In these difficult economic times, many people are watching the pennies, but who would have thought you could save money, and live like a 19th century aristocract at the same time?
Lavish Victorian Feasts
Victorian aristocracy lived lavish lifestyles; dressed in the finest clothes, owned grand estates and entertained their friends at balls and dinners. Noble ladies and gentlemen would often eat as many as five or six courses at dinner, and this could go as high as twelve courses when they were entertaining! Victorian cooks in large houses were hugely resourceful with what they could serve to the table, which led to some weird and wonderful creations.
Due to the lack of a fridge or freezer to keep meat and vegetables fresh, Victorians would waste very little of their produce. A 19th century cook would use parts of animals that nowadays we may just throw away, such as the ears, tails and feet.
Everything but the Squeek
If eating the whole animal was good enough for the Lords and Ladies of the Victorian era, it should be good enough for us in 2012. So come on down to Audley End House & Gardens this February half term and experience Victorian cookery for yourself.
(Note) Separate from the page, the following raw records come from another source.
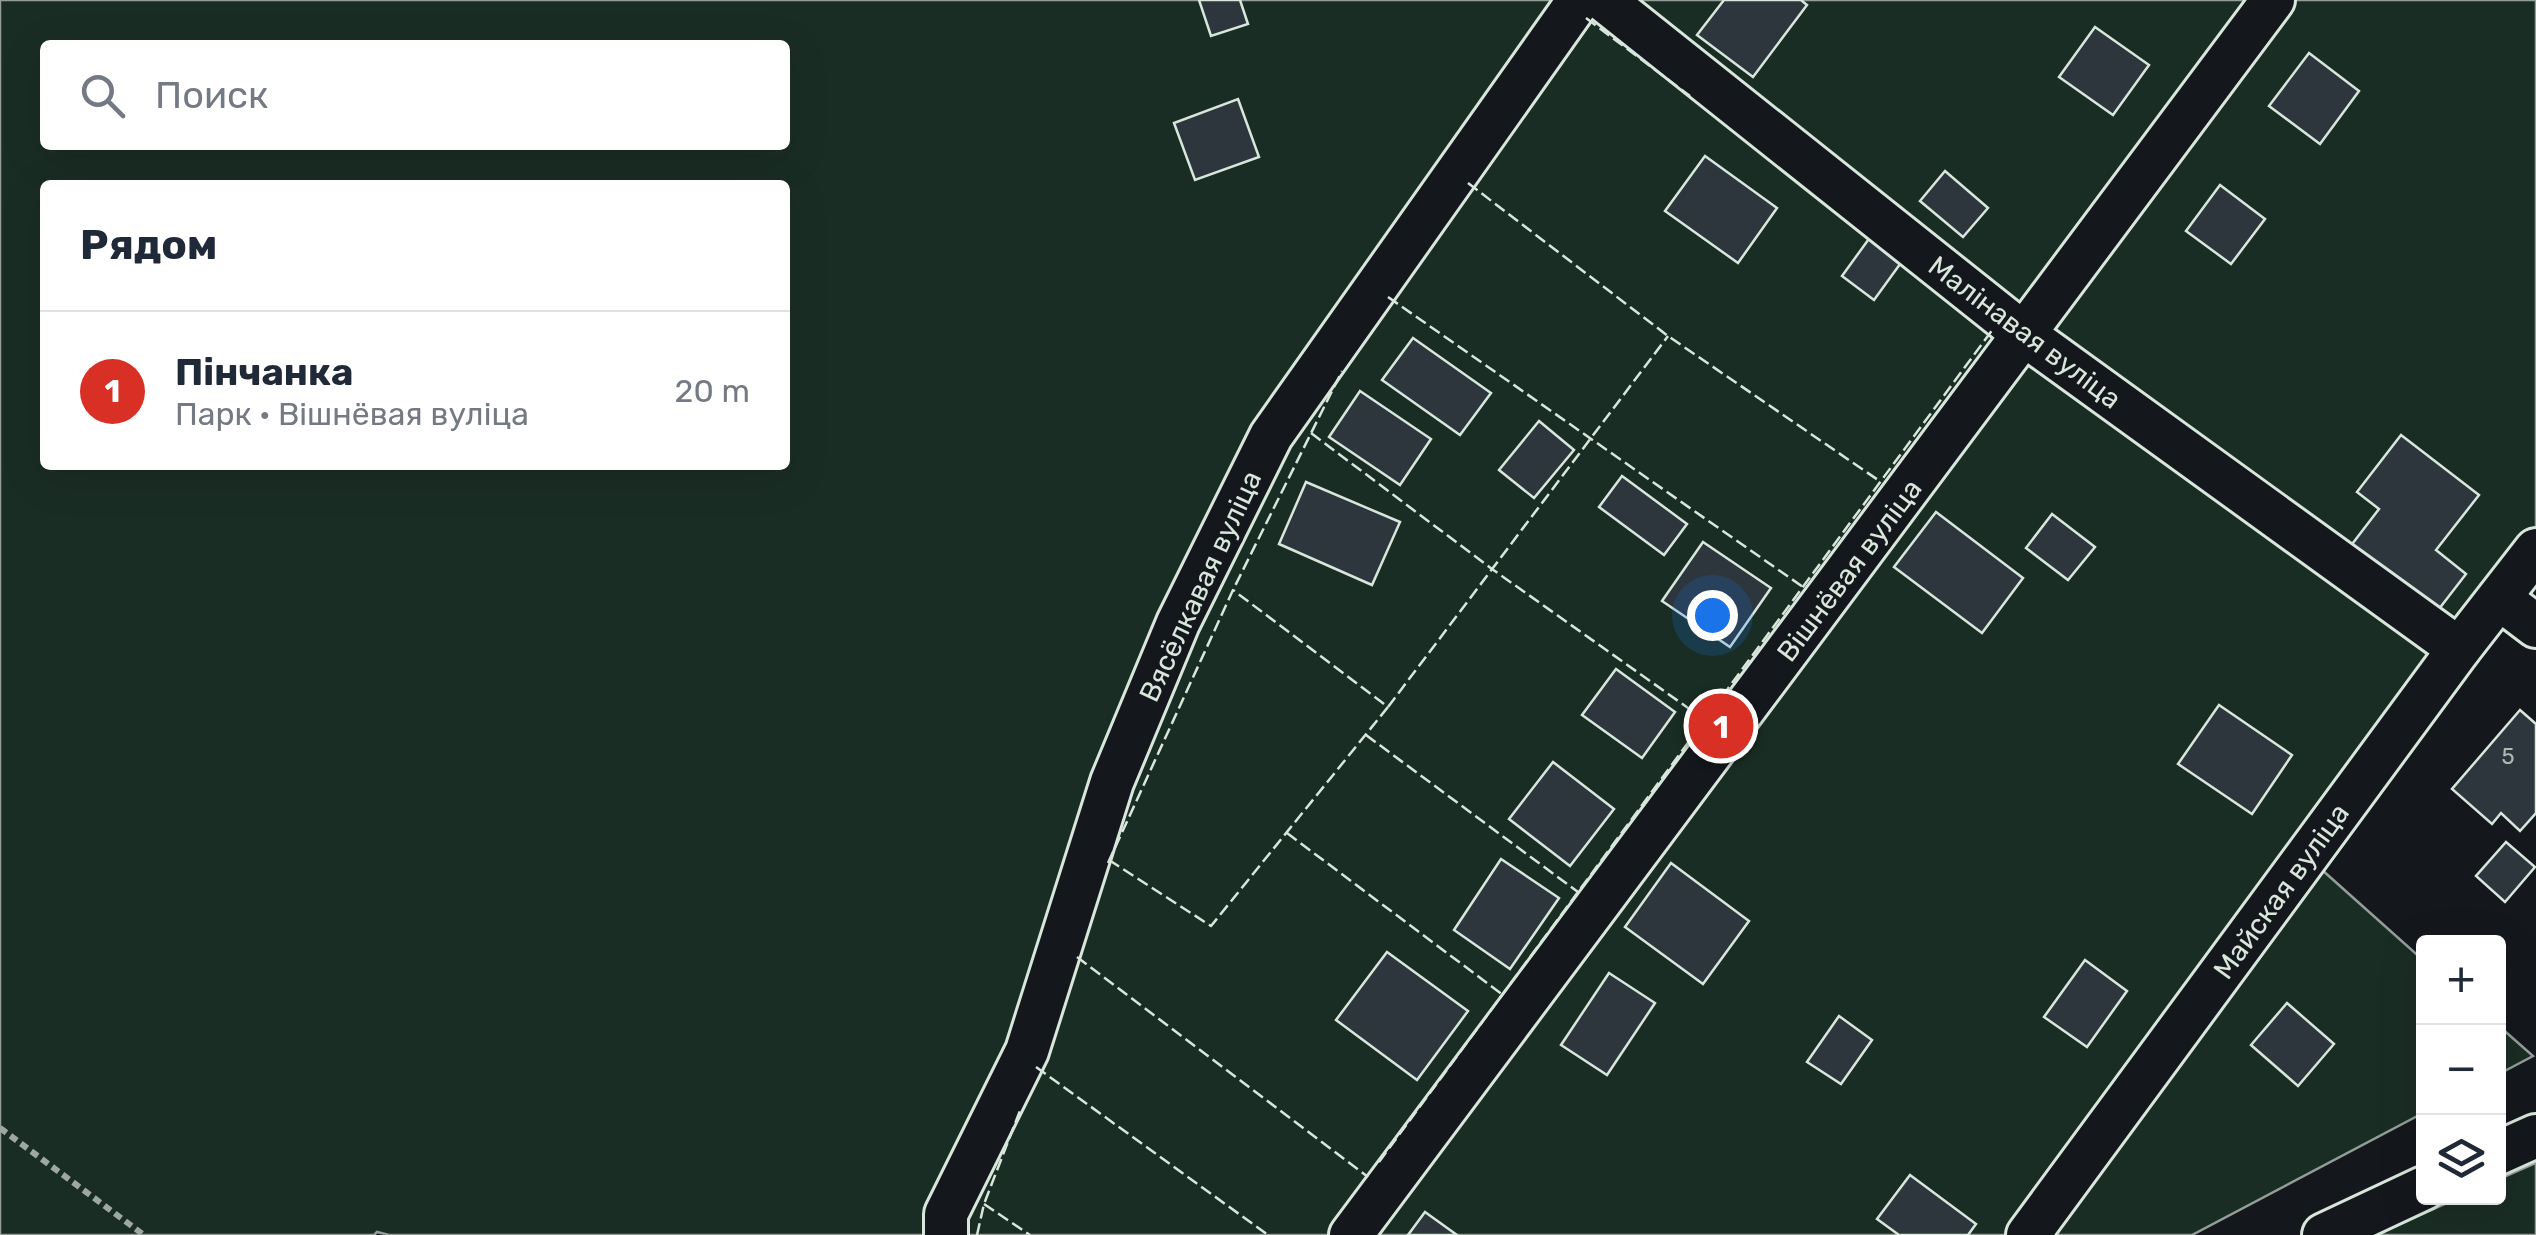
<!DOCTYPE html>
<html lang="ru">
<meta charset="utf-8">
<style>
:root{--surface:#fff;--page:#f6f6f7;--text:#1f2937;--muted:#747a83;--line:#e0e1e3;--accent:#d93025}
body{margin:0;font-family:Rubik,sans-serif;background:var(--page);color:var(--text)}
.controls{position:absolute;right:30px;bottom:30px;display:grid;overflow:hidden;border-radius:10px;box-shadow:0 10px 40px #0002}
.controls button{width:90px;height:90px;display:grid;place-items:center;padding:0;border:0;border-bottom:2px solid var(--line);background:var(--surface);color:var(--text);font:50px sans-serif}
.you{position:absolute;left:1712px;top:615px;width:35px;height:35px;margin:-25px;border:8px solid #fff;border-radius:50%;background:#1a73e8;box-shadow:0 0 0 15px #1a73e833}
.badge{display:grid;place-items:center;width:65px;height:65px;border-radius:50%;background:var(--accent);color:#fff;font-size:32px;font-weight:700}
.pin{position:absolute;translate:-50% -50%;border:5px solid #fff;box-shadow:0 2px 10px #0006}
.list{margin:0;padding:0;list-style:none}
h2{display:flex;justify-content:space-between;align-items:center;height:130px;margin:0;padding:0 40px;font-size:42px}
h2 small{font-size:32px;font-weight:400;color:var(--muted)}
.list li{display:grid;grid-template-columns:65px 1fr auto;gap:30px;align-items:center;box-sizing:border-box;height:160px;padding:0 40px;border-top:2px solid var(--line)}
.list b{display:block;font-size:38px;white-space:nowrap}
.list p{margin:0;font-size:32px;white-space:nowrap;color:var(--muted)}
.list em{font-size:32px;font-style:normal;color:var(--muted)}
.icon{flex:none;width:55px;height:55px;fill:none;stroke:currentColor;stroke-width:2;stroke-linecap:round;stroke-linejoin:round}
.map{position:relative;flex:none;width:2536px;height:1235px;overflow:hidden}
.search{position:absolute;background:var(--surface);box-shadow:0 10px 40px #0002;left:40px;top:40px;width:750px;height:110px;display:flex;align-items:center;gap:25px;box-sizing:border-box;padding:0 35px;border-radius:10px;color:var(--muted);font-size:38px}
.panel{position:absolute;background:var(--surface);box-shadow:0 10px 40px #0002;left:40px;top:180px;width:750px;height:290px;border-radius:10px}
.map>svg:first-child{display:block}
.green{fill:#1a2d24;stroke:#939e99;stroke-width:2.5;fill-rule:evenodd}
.building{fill:#2c363c;stroke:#d8e6dc;stroke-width:2.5}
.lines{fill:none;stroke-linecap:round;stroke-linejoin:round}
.minor-casing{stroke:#d8e6dc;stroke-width:48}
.path{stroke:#9da8a2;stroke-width:6;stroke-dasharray:8 5;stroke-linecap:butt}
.minor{stroke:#14181c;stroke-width:42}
.fence{stroke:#d8e6dc;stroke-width:2.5;stroke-dasharray:12 5;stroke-linecap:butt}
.labels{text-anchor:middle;stroke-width:8;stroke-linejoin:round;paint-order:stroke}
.number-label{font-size:22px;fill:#adbab4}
.street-label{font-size:28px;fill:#d8e6dc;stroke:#14181c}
</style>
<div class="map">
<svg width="2536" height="1235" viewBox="0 0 2536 1235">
<rect width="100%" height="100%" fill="#14181c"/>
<g class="green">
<path d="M0 0H2536V583L2321 869 2423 960V1113L2192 1235H389L377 1232 374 1235H0ZM45 45H785V145H45ZM45 185H785V465H45Z"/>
<polygon points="2499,1026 2533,1056 2499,1074"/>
<polygon points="2536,1163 2536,1235 2375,1235 2458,1198 2498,1198 2499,1179"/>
</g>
<g class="building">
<polygon points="1199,0 1240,0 1248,24 1211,36"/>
<polygon points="1724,0 1801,0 1807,5 1753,77 1697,35"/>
<polygon points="2095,27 2149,65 2113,115 2059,77"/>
<polygon points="2309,53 2359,91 2320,144 2269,106"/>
<polygon points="1238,99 1259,157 1195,180 1174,123"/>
<polygon points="1705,156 1777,208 1738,263 1665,211"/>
<polygon points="1945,171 1988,208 1963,237 1920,201"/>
<polygon points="2220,185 2265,219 2231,264 2186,231"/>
<polygon points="1871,236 1903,260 1874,300 1842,276"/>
<polygon points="1413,338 1491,393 1460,435 1382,380"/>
<polygon points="1360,391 1431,439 1400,485 1329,437"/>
<polygon points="1539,421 1574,450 1534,498 1499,470"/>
<polygon points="2401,435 2479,495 2436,550 2466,574 2432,618 2346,552 2379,509 2357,492"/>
<polygon points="1622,476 1687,524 1664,555 1599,507"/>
<polygon points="1306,482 1400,522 1372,585 1279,544"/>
<polygon points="1936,512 2023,578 1982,633 1894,567"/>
<polygon points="2052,514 2095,547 2068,580 2026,548"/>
<polygon points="1703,542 1771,588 1730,647 1662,601"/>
<polygon points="1616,669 1675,712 1642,758 1582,715"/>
<polygon points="2219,705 2292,755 2252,814 2178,764"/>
<polygon points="2520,710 2536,724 2536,813 2520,831 2501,813 2492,824 2452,789"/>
<polygon points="1553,762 1614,809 1570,866 1509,819"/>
<polygon points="2506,842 2535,867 2505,902 2476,876"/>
<polygon points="1501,859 1559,898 1510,969 1454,930"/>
<polygon points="1671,863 1749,921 1703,984 1625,927"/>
<polygon points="1387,952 1468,1011 1417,1080 1336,1020"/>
<polygon points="2085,960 2127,991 2087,1047 2044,1017"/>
<polygon points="1609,973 1655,1003 1607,1075 1561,1045"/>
<polygon points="2287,1003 2334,1044 2298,1086 2251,1045"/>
<polygon points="1839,1016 1872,1040 1841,1084 1807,1062"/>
<polygon points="1910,1175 1976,1224 1968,1235 1899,1235 1877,1219"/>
<polygon points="1425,1212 1457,1235 1408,1235"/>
</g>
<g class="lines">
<g class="minor-casing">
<g id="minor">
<polyline points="1604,0 2025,335 2459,649"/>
<polyline points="2499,598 2536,626"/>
<polyline points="2498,1153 2536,1136"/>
<polyline points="946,1235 946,1214 1027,1051 1112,782 1178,623 1271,436 1579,0"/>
<polyline points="1351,1235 2273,0"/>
<polyline points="2028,1235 2459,649 2536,550"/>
<polyline points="2324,1235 2424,1188"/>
</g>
</g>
<polyline class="path" points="0,1128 144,1235"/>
<use href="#minor" class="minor"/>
<g class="fence">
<polyline points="1586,18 1690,96"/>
<polyline points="1468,183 1668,336 1881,482"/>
<polyline points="1388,297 1803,587"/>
<polyline points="1311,433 1492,569 1705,720"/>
<polyline points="1388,707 1668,336"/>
<polyline points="1366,735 1578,892"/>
<polyline points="1287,833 1503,995"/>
<polyline points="1109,860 1211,926 1388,707 1233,590"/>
<polyline points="1108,863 1233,590 1342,371"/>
<polyline points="1077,957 1368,1177"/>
<polyline points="1036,1067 1268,1235"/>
<polyline points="1379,1162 1993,329"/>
<polyline points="984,1204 1030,1235"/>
<polyline points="977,1235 984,1204 1021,1108"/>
</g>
</g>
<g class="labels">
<g class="number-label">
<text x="2508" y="764">5</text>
</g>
<g class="street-label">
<text transform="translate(2025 332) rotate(37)" y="10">Малінавая вуліца</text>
<text transform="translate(1849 570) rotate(-53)" y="10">Вішнёвая вуліца</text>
<text transform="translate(1200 586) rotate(-65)" y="10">Вясёлкавая вуліца</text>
<text transform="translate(2281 891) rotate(-54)" y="10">Майская вуліца</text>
</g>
</g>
</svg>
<div class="controls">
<button>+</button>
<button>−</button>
<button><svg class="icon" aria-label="layers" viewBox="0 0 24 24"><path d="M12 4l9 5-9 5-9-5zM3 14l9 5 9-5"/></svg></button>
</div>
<div class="you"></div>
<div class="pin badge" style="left:1721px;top:726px">1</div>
<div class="search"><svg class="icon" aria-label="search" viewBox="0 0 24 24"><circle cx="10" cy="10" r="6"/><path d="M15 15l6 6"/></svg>Поиск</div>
<section class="panel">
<h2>Рядом<small></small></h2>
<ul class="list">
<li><span class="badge">1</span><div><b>Пінчанка</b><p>Парк · Вішнёвая вуліца</p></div><em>20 m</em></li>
</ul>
</section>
</div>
Throughout February half term, Mrs Crocombe, the resident cook at Audley End House will demonstrate authentic Victorian cooking during 'Everything But The Squeak Week'.
Taking the humble pig, an animal we already get so much out of, she will demonstrate how a Victorian household made a myriad of delicious treats out of all parts of a pig, using everything but the squeak!
Staff at the authentic Victorian service wing will be running the kitchen just as it was over a century ago; taking you back to the 1880s as they prepare a series of interesting meals, such a pies, trotters and ham mousse.
Try it Yourself
To try it yourself, here is Mrs Crocombe’s recipe for 'Pettitoes' a meal made using many different parts of a pig, to give you a taster of what the Victorians would have enjoyed.
Pettitoes
Ingredients: Pig’s feet, Liver, Heart, Thick slice of bacon, (Onion), Mace, Peppercorns, Thyme, 1 Pint of gravy, Seasonings, Butter and Flour.
- Put everything apart from the butter and flour in a stew pan and simmer for 15 minutes
- Take out the heart and liver and mince them very fine
- Keep stewing the feet until they are very tender which will take from 20 minutes to half an hour (taken from when they first started boiling)
- Put the minced liver back into the stew pan
- Thicken the gravy with a little butter and flour
- Season and simmer the meal over a gentle fire for 5 minutes, occasionally stirring at intervals
- Dish the mince, split the feet and arrange them alternately round with sippets of toasted bread and pour the gravy in the middle.
Then enjoy your tasty Victorian meal, just like the Lords and Ladies of the 1800s would have, and feel like you too are part of our historic aristocracy!